On March 4, the Illinois Education Labor Relations Board handed down a 4-1 ruling supporting the continuation of the hybrid learning plan that began in District 209 a few weeks ago.

The hearing was held, according to the Proviso Teachers Union (PTU), because they were unable to reach an agreement with the district on several issues, including lack of vaccinations, proper ventilation which required windows being opened in cold weather,  and disagreement about what metrics should be followed when making decisions on reopening.

In January, the district announced it would be acquiring 3,000 doses of the vaccine in early February, at which time it would begin administering them to teachers and staff and then to students, if there were leftovers. That didn’t happen, however.

In a Feb. 23 email, Superintendent James Henderson said with state shortages, the district was unable to get any vaccine.

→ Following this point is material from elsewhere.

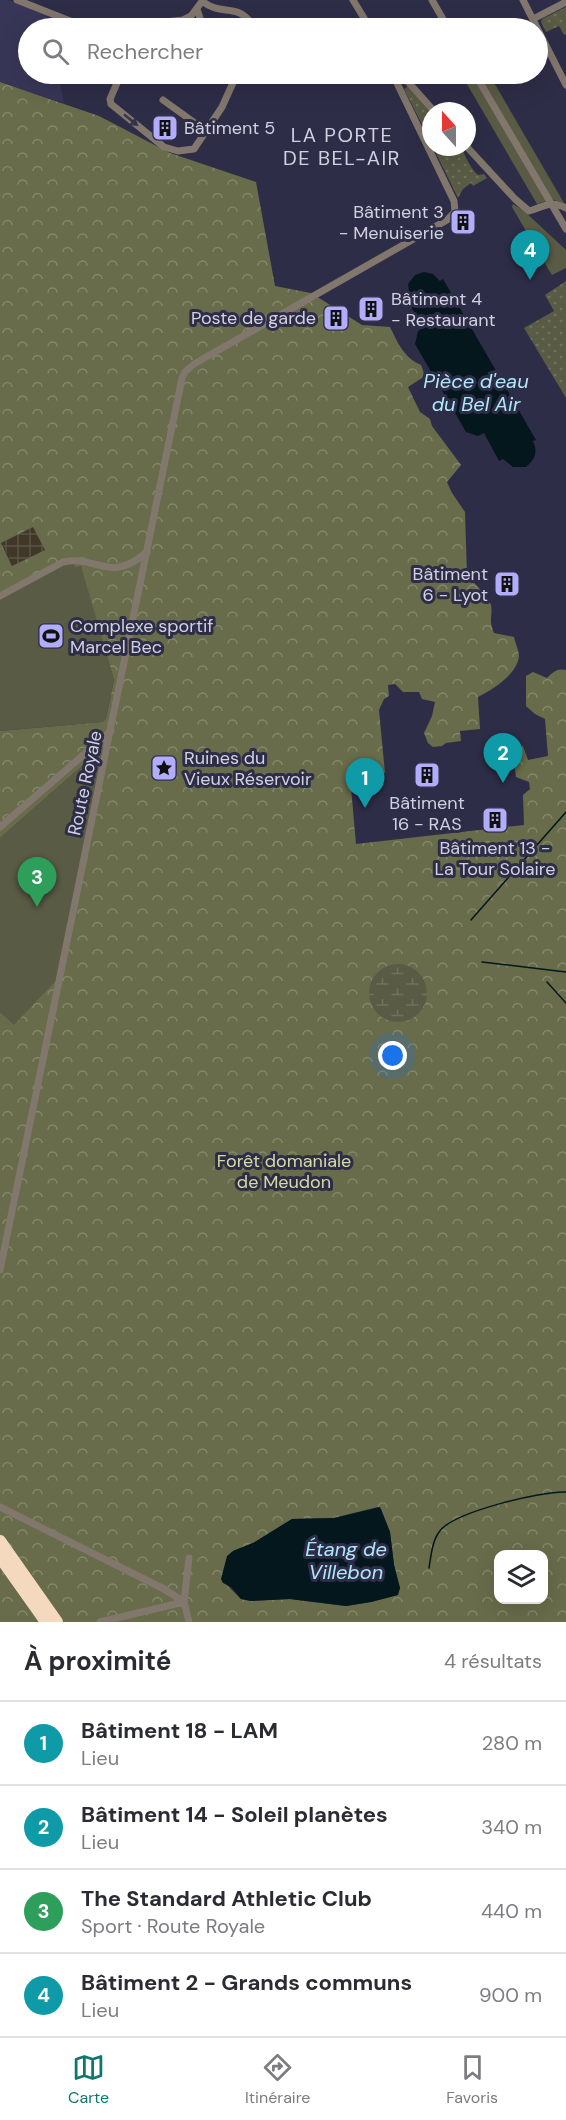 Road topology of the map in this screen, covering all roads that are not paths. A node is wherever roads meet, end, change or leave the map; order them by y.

At the Feb. 27 board meeting, he announced that 900 vaccines were on the way for the district.

In the Feb. 23 email, though, he also blamed teachers and the PTU for the small number of students who had opted to return to in-person learning. Only 22 percent of students are scheduled to participate in the hybrid learning plan, he said, the rest opting to continue remotely.

Henderson said the PTU has been using scare tactics and encouraging teachers to warn kids they should wear coats to school since windows would be cracked to help ventilate the classrooms in an effort to prevent the spread of COVID-19.

Henderson added that “CDC guidance notes that natural ventilation can indeed be used as a mitigation strategy,” but was clear that the heating systems in the school buildings are working adequately.

Henderson claimed that the PTU is guilty of having “strongly encouraged, and even shared with students, that they need to wear a coat in their classrooms because they would have their windows ajar.” He added, “Some parents have even contacted me to let me know that teachers told their children that if they return to school, they will get sick and die.”

These PTU actions are “egregious and shameful,” said Henderson, adding that their “tactics are not only aimed at thwarting the in-person hybrid learning plan, they demonstrate unprofessional conduct displayed by individuals who claim they have the best of our … students at heart.”

He added: “These communications stoked fear in some of our parents and impacted their decisions on whether to allow their children to return to the classroom. Our parents have every reason to be outraged with such tactics.”

 PTU leadership told the Review that they wanted to bring in an industrial hygienist, at no cost to the district, to address the issue of proper ventilation, but the district said no.

In an email, Henderson, “We have addressed more than 800 health, life, and safety issues within our school buildings. We do not believe any additional measures are necessary at this time.”

PTU president Maggie Riley sent a response to Henderson’s comments to the Review on March 6.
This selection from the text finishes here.